Shut Up and Do It Yourself: A Meditation

Lately, I have heard a lot about ideas such as cultural appropriation and cultural exchange, ideas of privilege and oppression, ideas, which, ultimately create a quandary for the artist. Of particular note, has been the increased calls for diversity, both behind the art and in the thing itself. These goals, I believe, are admirable and well within reason. It is largely benign, of neither insult nor disfigurement to American art at large; instead, it is to our shared benefit. We should have a plethora of unique and boisterous voices to admire. Good art is always worth striving for. However, there seems to be strain of these criticisms that seems ill-defined at best, an uncertainty, an inability to articulate exactly what the critic wants. The closest I have to a definitive statement comes from J. A. Micheline’s “Creating Responsibly: Comics Has A Race Problem,” where the author states: “Creating responsibly means looking at how your work may impact people with less structural power than you, looking at whether it reifies larger societal problems in its narrative contents or just by existing at all.” There are a couple of ideas here that I take issue with, ones that don’t necessarily mesh with my ideals of the artist.

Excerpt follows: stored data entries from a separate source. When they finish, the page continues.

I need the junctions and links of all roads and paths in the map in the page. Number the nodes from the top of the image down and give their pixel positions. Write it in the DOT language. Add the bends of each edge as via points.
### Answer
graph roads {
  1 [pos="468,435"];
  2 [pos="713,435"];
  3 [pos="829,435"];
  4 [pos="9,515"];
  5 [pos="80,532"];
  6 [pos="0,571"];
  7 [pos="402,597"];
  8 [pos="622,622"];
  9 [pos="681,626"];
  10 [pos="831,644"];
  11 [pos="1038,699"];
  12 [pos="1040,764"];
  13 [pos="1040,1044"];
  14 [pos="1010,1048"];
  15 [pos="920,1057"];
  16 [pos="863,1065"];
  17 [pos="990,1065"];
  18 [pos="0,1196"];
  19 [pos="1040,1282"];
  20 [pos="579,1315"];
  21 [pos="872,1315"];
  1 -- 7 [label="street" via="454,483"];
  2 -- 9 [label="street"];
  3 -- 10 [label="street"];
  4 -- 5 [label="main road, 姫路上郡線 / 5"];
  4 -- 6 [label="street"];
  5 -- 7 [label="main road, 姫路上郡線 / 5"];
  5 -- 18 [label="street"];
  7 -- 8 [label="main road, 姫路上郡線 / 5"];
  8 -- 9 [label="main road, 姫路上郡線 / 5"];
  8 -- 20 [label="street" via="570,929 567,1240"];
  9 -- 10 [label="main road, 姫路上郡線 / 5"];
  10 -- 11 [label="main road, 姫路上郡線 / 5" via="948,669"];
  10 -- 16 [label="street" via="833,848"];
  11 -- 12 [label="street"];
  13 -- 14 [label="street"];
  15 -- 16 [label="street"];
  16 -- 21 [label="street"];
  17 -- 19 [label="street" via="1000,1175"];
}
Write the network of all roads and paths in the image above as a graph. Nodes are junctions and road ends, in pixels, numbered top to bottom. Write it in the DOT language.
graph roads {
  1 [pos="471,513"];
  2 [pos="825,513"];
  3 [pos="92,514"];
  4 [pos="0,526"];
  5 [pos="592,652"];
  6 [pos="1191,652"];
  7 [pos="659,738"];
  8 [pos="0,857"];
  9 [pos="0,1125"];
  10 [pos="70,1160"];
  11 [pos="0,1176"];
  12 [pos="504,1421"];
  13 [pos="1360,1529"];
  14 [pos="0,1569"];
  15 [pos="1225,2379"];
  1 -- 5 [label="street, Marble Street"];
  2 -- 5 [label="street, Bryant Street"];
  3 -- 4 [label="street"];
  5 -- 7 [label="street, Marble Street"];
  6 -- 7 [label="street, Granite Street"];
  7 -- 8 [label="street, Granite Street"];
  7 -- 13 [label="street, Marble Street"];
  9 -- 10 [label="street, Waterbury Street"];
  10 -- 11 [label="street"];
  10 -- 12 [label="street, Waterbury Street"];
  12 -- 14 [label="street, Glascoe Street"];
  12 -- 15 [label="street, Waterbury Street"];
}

Hegel wrote that “art is the sensuous presentation of ideas.” Nowhere is the suggestion that art comes attached with responsibilities. I’m not saying that art doesn’t have the power to shape ideas, but more so, there is often a carefully considered and carefully crafted idea at the heart of every work of art. That overarching theme is given precedence and whatever other points a critic discerns in a work fails to recognize the text’s core. In other words, how can we present evidence of irresponsibility of ideas that are not in play?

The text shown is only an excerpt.